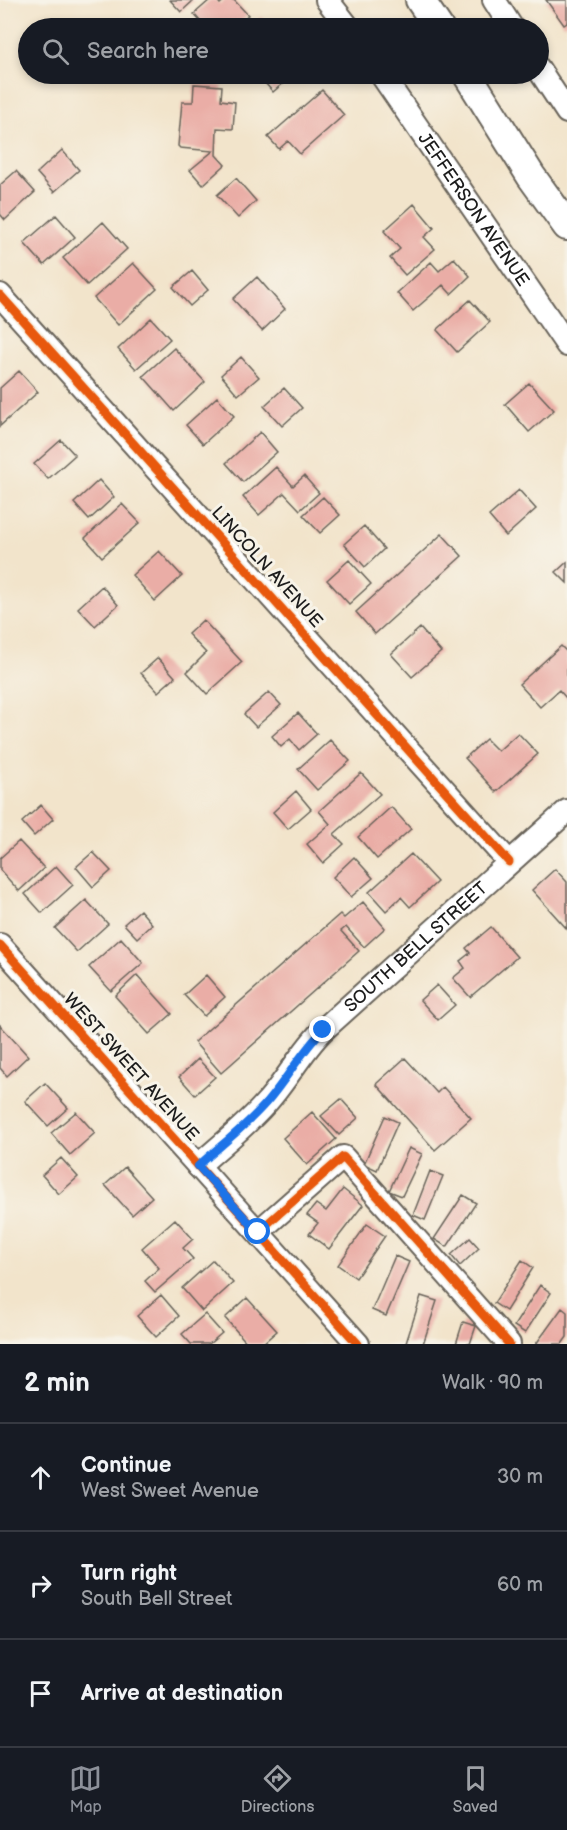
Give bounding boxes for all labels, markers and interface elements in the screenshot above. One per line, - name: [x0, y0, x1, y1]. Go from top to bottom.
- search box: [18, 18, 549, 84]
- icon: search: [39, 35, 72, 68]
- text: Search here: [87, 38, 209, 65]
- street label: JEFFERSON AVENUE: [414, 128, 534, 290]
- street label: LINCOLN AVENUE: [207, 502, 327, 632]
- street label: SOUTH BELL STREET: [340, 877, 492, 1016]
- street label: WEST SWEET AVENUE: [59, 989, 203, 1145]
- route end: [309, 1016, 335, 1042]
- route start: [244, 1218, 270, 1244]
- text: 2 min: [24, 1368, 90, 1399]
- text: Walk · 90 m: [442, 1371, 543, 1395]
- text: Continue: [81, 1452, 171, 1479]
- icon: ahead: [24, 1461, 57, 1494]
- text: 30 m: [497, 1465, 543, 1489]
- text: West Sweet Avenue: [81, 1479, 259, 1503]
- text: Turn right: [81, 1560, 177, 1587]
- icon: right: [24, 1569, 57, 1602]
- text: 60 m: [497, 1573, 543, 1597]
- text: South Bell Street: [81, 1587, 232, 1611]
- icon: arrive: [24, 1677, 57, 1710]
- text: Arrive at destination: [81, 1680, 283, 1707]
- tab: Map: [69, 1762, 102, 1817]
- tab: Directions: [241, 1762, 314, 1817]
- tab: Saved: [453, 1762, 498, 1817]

Exercise details — From the records above, how many lines include the word "route"? Only the number is wanted.

Solution — 2